You are viewing a plain text version of this content. The canonical link for it is here.
Posted to users@kafka.apache.org by "Murphy, Gerard" <ge...@sap.com> on 2019/06/13 16:48:31 UTC

Question: Kafka as a message queue for long running tasks

Hi,

I am wondering if there is something I am missing about my set up to facilitate long running jobs.

For my purposes it is ok to have `At most once` message delivery, this means it is not required to think about committing offsets (or at least it is ok to commit each message offset upon receiving it).

I have the following in order to achieve the competing consumer pattern:

  *   A topic
  *   X consumers in the same group
  *   P partitions in a topic (where P >= X always)

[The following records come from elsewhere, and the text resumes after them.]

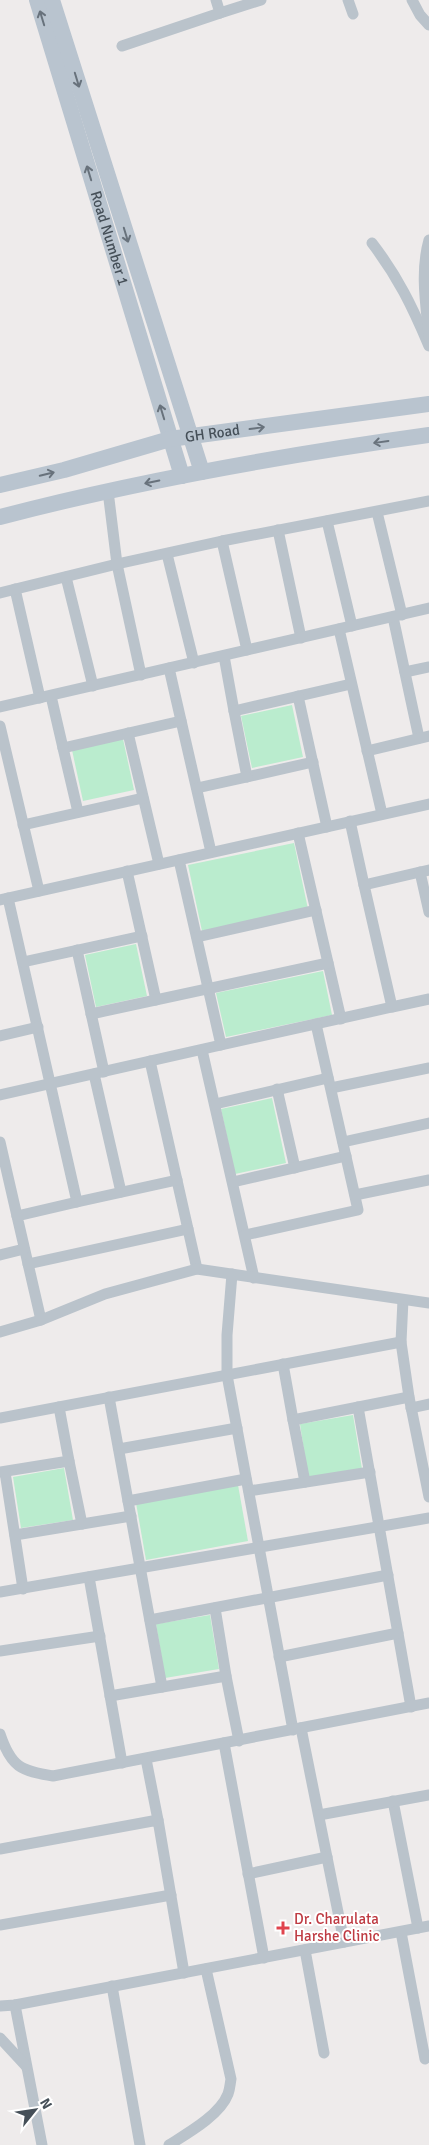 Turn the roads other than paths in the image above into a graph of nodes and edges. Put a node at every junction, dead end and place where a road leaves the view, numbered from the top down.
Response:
1 (37, 0) edge
2 (52, 0) edge
3 (216, 0) edge
4 (261, 0) edge
5 (348, 0) edge
6 (412, 0) edge
7 (220, 13) junction
8 (352, 14) dead end
9 (429, 25) edge
10 (122, 46) dead end
11 (429, 240) edge
12 (372, 243) dead end
13 (429, 338) edge
14 (429, 346) edge
15 (429, 404) edge
16 (429, 435) edge
17 (190, 437) junction
18 (170, 439) junction
19 (202, 472) junction
20 (182, 476) junction
21 (0, 485) edge
22 (108, 491) junction
23 (429, 501) edge
24 (377, 512) junction
25 (0, 517) edge
26 (327, 521) junction
27 (278, 530) junction
28 (222, 541) junction
29 (167, 554) junction
30 (117, 564) junction
31 (66, 577) junction
32 (15, 589) junction
33 (0, 593) edge
34 (429, 608) edge
35 (398, 616) junction
36 (352, 626) junction
37 (339, 629) junction
38 (301, 638) junction
39 (247, 650) junction
40 (224, 656) junction
41 (194, 663) junction
42 (429, 667) edge
43 (169, 668) junction
44 (405, 672) junction
45 (141, 675) junction
46 (352, 684) junction
47 (92, 686) junction
48 (298, 696) junction
49 (45, 697) junction
50 (0, 707) edge
51 (234, 711) junction
52 (181, 721) junction
53 (0, 726) edge
54 (128, 733) junction
55 (424, 737) edge
56 (63, 748) junction
57 (367, 751) junction
58 (313, 762) junction
59 (4, 763) edge
60 (247, 777) junction
61 (197, 788) junction
62 (143, 798) junction
63 (429, 804) edge
64 (78, 812) junction
65 (382, 814) junction
66 (350, 821) junction
67 (23, 825) junction
68 (327, 826) junction
69 (298, 833) junction
70 (212, 852) junction
71 (179, 860) junction
72 (159, 864) junction
73 (127, 871) junction
74 (424, 871) edge
75 (364, 885) junction
76 (39, 891) junction
77 (4, 899) edge
78 (316, 910) junction
79 (429, 912) edge
80 (142, 936) junction
81 (197, 937) junction
82 (77, 950) junction
83 (23, 962) junction
84 (328, 962) junction
85 (208, 989) junction
86 (429, 999) edge
87 (156, 1000) junction
88 (392, 1007) junction
89 (91, 1014) junction
90 (341, 1019) junction
91 (316, 1024) junction
92 (38, 1027) junction
93 (0, 1036) edge
94 (221, 1046) junction
95 (202, 1050) junction
96 (150, 1062) junction
97 (429, 1068) edge
98 (99, 1073) junction
99 (329, 1083) junction
100 (50, 1084) junction
101 (277, 1089) junction
102 (0, 1095) edge
103 (215, 1104) junction
104 (429, 1123) edge
105 (0, 1142) edge
106 (343, 1142) junction
107 (346, 1156) junction
108 (295, 1168) junction
109 (177, 1180) junction
110 (429, 1180) edge
111 (232, 1182) junction
112 (121, 1192) junction
113 (355, 1195) junction
114 (78, 1202) junction
115 (17, 1216) junction
116 (188, 1228) junction
117 (245, 1235) junction
118 (24, 1249) junction
119 (0, 1254) edge
120 (28, 1264) junction
121 (197, 1269) junction
122 (232, 1274) junction
123 (254, 1278) junction
124 (403, 1300) junction
125 (429, 1303) edge
126 (40, 1320) junction
127 (0, 1332) edge
128 (401, 1342) junction
129 (283, 1364) junction
130 (227, 1375) junction
131 (109, 1397) junction
132 (410, 1402) junction
133 (429, 1404) edge
134 (59, 1407) junction
135 (358, 1407) junction
136 (0, 1418) edge
137 (293, 1420) junction
138 (237, 1428) junction
139 (118, 1450) junction
140 (69, 1461) junction
141 (426, 1464) edge
142 (3, 1472) edge
143 (370, 1472) junction
144 (246, 1479) junction
145 (305, 1482) junction
146 (248, 1491) junction
147 (429, 1497) edge
148 (128, 1501) junction
149 (131, 1516) junction
150 (429, 1518) edge
151 (82, 1524) junction
152 (380, 1527) junction
153 (15, 1535) junction
154 (259, 1548) junction
155 (141, 1568) junction
156 (388, 1575) junction
157 (89, 1577) junction
158 (23, 1589) junction
159 (0, 1592) edge
160 (269, 1599) junction
161 (215, 1608) junction
162 (150, 1620) junction
163 (398, 1633) junction
164 (100, 1636) junction
165 (0, 1650) edge
166 (279, 1657) junction
167 (226, 1676) junction
168 (162, 1687) junction
169 (110, 1696) junction
170 (429, 1704) edge
171 (411, 1707) junction
172 (297, 1729) junction
173 (0, 1734) edge
174 (239, 1741) junction
175 (224, 1743) junction
176 (146, 1759) junction
177 (122, 1763) junction
178 (429, 1794) edge
179 (393, 1801) junction
180 (319, 1815) junction
181 (158, 1820) junction
182 (0, 1849) edge
183 (327, 1857) junction
184 (248, 1874) junction
185 (170, 1895) junction
186 (0, 1925) edge
187 (424, 1927) edge
188 (401, 1932) junction
189 (344, 1942) junction
190 (305, 1950) junction
191 (264, 1958) junction
192 (206, 1969) junction
193 (184, 1973) junction
194 (112, 1986) junction
195 (15, 2005) junction
196 (0, 2006) edge
197 (0, 2038) edge
198 (324, 2053) dead end
199 (425, 2059) dead end
200 (26, 2066) junction
201 (42, 2145) edge
202 (140, 2145) edge
203 (169, 2145) edge

18 -> 1 street, Road Number 1
2 -> 17 street, Road Number 1
3 - 7 street
4 - 7 street
5 - 8 street
6 - 9 street
7 - 10 street
11 - 13 street
12 - 14 street
17 -> 15 street, GH Road
16 -> 19 street
17 - 18 street, GH Road
17 - 19 street, Road Number 1
18 - 20 street, Road Number 1
21 -> 18 street, GH Road
19 - 20 street
20 -> 22 street
22 - 25 street
22 - 30 street
23 - 24 street
24 - 26 street
24 - 35 street
26 - 27 street
26 - 36 street
27 - 28 street
27 - 38 street
28 - 29 street
28 - 39 street
29 - 30 street
29 - 41 street
30 - 31 street
30 - 45 street
31 - 32 street
31 - 47 street
32 - 33 street
32 - 49 street
34 - 35 street
35 - 36 street
35 - 44 street
36 - 37 street
37 - 38 street
37 - 46 street
38 - 39 street
39 - 40 street
40 - 41 street
40 - 51 street
41 - 43 street
42 - 44 street
43 - 45 street
43 - 52 street
44 - 55 street
45 - 47 street
46 - 48 street
46 - 57 street
47 - 49 street
48 - 51 street
48 - 58 street
49 - 50 street
49 - 56 street
51 - 60 street
52 - 54 street
52 - 61 street
53 - 59 street
54 - 56 street
54 - 62 street
55 - 57 street
56 - 64 street
57 - 65 street
58 - 60 street
58 - 68 street
59 - 67 street
60 - 61 street
61 - 70 street
62 - 64 street
62 - 72 street
63 - 65 street
64 - 67 street
65 - 66 street
66 - 68 street
66 - 75 street
67 - 76 street
68 - 69 street
69 - 70 street
69 - 78 street
70 - 71 street
71 - 72 street
71 - 81 street
72 - 73 street
73 - 76 street
73 - 80 street
74 - 75 street
74 - 79 street
75 - 88 street
76 - 77 street
77 - 83 street
78 - 81 street
78 - 84 street
80 - 82 street
80 - 87 street
81 - 85 street
82 - 83 street
82 - 89 street
83 - 92 street
84 - 85 street
84 - 90 street
85 - 87 street
85 - 94 street
86 - 88 street
87 - 89 street
88 - 90 street
89 - 98 street
90 - 91 street
91 - 94 street
91 - 99 street
92 - 93 street
92 - 100 street
94 - 95 street
95 - 96 street
95 - 103 street
96 - 98 street
96 - 109 street
97 - 99 street
98 - 100 street
98 - 112 street
99 - 101 street
99 - 106 street
100 - 102 street
100 - 114 street
101 - 103 street
101 - 108 street
103 - 111 street
104 - 106 street
105 - 115 street
106 - 107 street
107 - 108 street
107 - 113 street
108 - 111 street
109 - 112 street
109 - 116 street
110 - 113 street
111 - 117 street
112 - 114 street
113 - 117 street
114 - 115 street
115 - 118 street
116 - 120 street
116 - 121 street
117 - 123 street
118 - 119 street
118 - 120 street
120 - 126 street
121 - 122 street
121 - 126 street
122 - 123 street
122 - 130 street
123 - 124 street
124 - 125 street
124 - 128 street
126 - 127 street
128 - 129 street
128 - 132 street
129 - 130 street
129 - 137 street
130 - 131 street
130 - 138 street
131 - 134 street
131 - 139 street
132 - 133 street
132 - 135 street
132 - 141 street
134 - 136 street
134 - 140 street
135 - 137 street
135 - 143 street
137 - 145 street
138 - 139 street
138 - 144 street
139 - 148 street
140 - 142 street
140 - 151 street
141 - 147 street
142 - 153 street
143 - 145 street
143 - 152 street
144 - 146 street
144 - 148 street
145 - 146 street
146 - 154 street
148 - 149 street
149 - 151 street
149 - 155 street
150 - 152 street
151 - 153 street
152 - 154 street
152 - 156 street
153 - 158 street
154 - 155 street
154 - 160 street
155 - 157 street
155 - 162 street
156 - 160 street
156 - 163 street
157 - 158 street
157 - 164 street
158 - 159 street
160 - 161 street
160 - 166 street
161 - 162 street
161 - 167 street
162 - 168 street
163 - 166 street
163 - 171 street
164 - 165 street
164 - 169 street
166 - 172 street
167 - 168 street
167 - 174 street
168 - 169 street
169 - 177 street
170 - 171 street
171 - 172 street
172 - 174 street
172 - 180 street
173 - 177 street
174 - 175 street
175 - 176 street
175 - 184 street
176 - 177 street
176 - 181 street
178 - 179 street
179 - 180 street
179 - 187 street
180 - 183 street
181 - 182 street
181 - 185 street
183 - 184 street
183 - 189 street
184 - 191 street
185 - 186 street
185 - 193 street
187 - 188 street
188 - 189 street
188 - 199 street
189 - 190 street
190 - 191 street
190 - 198 street
191 - 192 street
192 - 193 street
192 - 203 street
193 - 194 street
194 - 195 street
194 - 202 street
195 - 196 street
195 - 200 street
197 - 200 street
200 - 201 street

My problem is that I have messages that can take ~15 minutes (but this may fluctuate by up to 50% lets say) in order to process. In order to avoid consumers having their partition assignments revoked I have increased the value of `max.poll.interval.ms` to reflect this.
However this comes with some negative consequences:

  *   if some message exceeds this length of time then in a worst case scenario a the consumer processing this message will have to wait up to the value of `max.poll.interval.ms` for a rebalance
  *   if I need to scale and increase the number of consumers based on load then any new consumers might also have to wait the value of `max.poll.interval.ms` for a rebalance to occur in order to process any messages

As it stands at the moment I see that I can proceed as follows:

  *   Set `max.poll.interval.ms` to be a small value and accept that every consumer processing every message will time out and go through the process of having assignments revoked and waiting a small amount of time for a rebalance

However I do not like this, and am considering looking at alternative technology for my message queue as I do not see any obvious way around this.
Admittedly I am new to Kafka, and it is just a gut feeling that the above is not desirable.
I have used RabbitMQ in the past for these scenarios, however we need Kafka in our architecture for other purposes at the moment and it would be nice not to have to introduce another technology if Kafka can achieve this.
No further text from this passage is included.